We believe the Chapel did NOT have a graveyard.

Note: any church within an urban environment may have had its graveyard closed after the Burial Act of 1853. Any new church built after that is unlikely to have had a graveyard at all.

Church History

This Place of Worship was founded in 1847, but we understand it was closed before 1979.

Both St Leonard's Church, and this Chapel have an address of "Chapel Street", though they are at diametrically opposite ends of the village, when curiously, Chapel Street encircles the village on 3 sides. The fourth side is Main Street.

At the time of the Religious Census of 1851, there were two meeting places listed for Bledington for Wesleyan Methodists; neither were used exclusively as a place of worship. The first was recorded as a "Meeting House" (HO 129/342/1/14/20), for Wesleyan Methodists, erected before 1800. It contained 80 sittings, and the average attendance to afternoon service was 70. The return was completed by Joseph Perry, "one of the Leaders of the class", whose address was "Kingham near Chipping Norton". Though he estimated an attendance of 20 to morning service, and 80 in the evening on March 30, he remarked that "the Evening services are held only a few times during the Summer".

The second entry (HO 129/342/1/14/21) was for a building which had seating for 80, and on March 30 1851 it was estimated to be full for afternoon service. The return was completed by Saml. Cooke, its Minister, who lived in "Chipping Norton, Oxfordshire".

Perhaps these two entries were descriptive of the same congregation. At any rate, it seems unlikely there were two places for Wesleyan Methodists to meet. The Victoria County History series: A History of the County of Gloucester, Volume 6: Slaughter hundred, and the upper divisions of Tewkesbury and Westminster hundreds (1965), pp.27-33 (Bledington) reports that by 1847 Bledington had a small community of Protestant dissenters, when the house of one of them, John Benfield, was registered as a place of religious worship.

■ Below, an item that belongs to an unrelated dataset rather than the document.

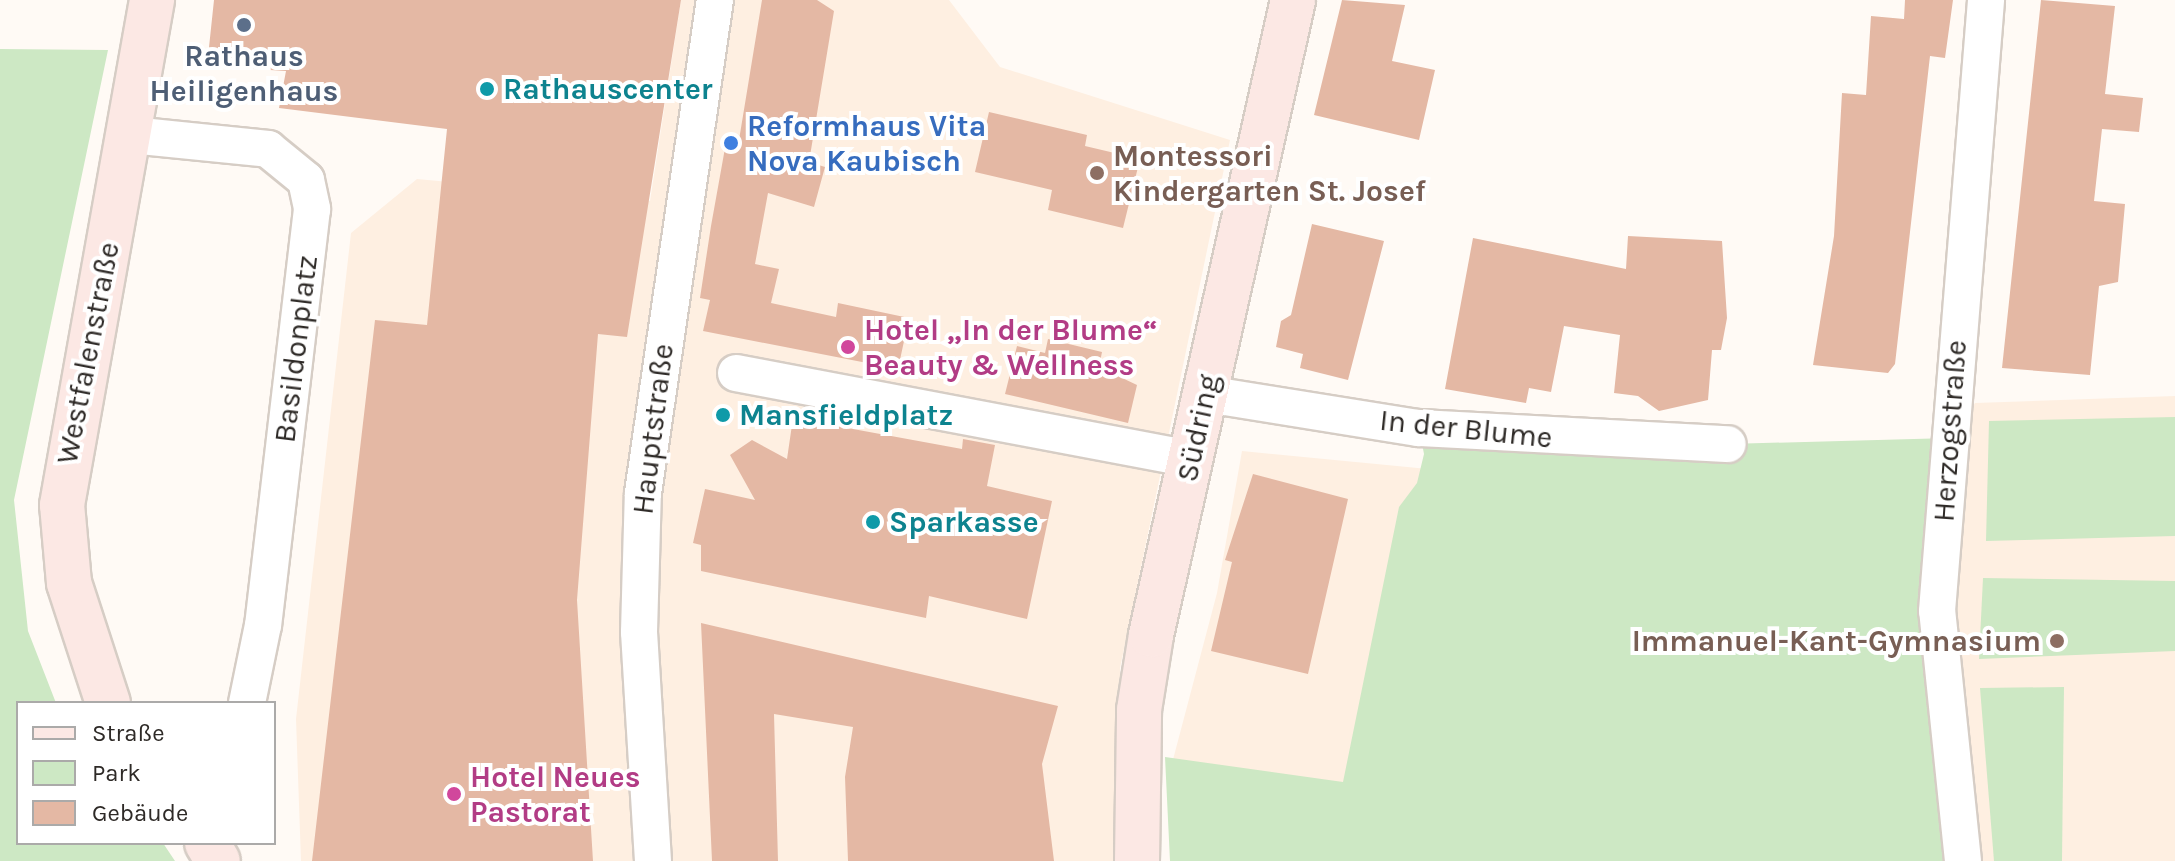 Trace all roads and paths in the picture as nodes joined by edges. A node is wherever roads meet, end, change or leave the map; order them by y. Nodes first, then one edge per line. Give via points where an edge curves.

It refers also to the 1851 census, but adds that a permanent building ("a small red brick chapel") was built that year, to which a Sunday school was added about 1870. In 1960, the chapel was still part of the Chipping Norton circuit, but apparently it closed some time after 1974 (when it is marked on my OS 1:50,000 Map), as on OS 1979-1980 1:2,500 the premises are labelled as "Chapel House".

Denomination

Now or formerly Wesleyan Methodist.

If more than one congregation has worshipped here, or its congregation has united with others, in most cases this will record its original dedication.

Maps

This Chapel was located at OS grid reference SP2458122885. You can see this on various mapping systems. Note all links open in a new window:

Resources

I have found many websites of use whilst compiling the information for this database. Here are some which deserve mention as being of special interest for Bledington, and perhaps to Local History and Places of Worship as a whole.

The above links were selected and reviewed at the time I prepared the information, but please be aware their content may vary, or disappear entirely. These factors are outside my control.

Information last updated on 30 Dec 2014 at 13:16.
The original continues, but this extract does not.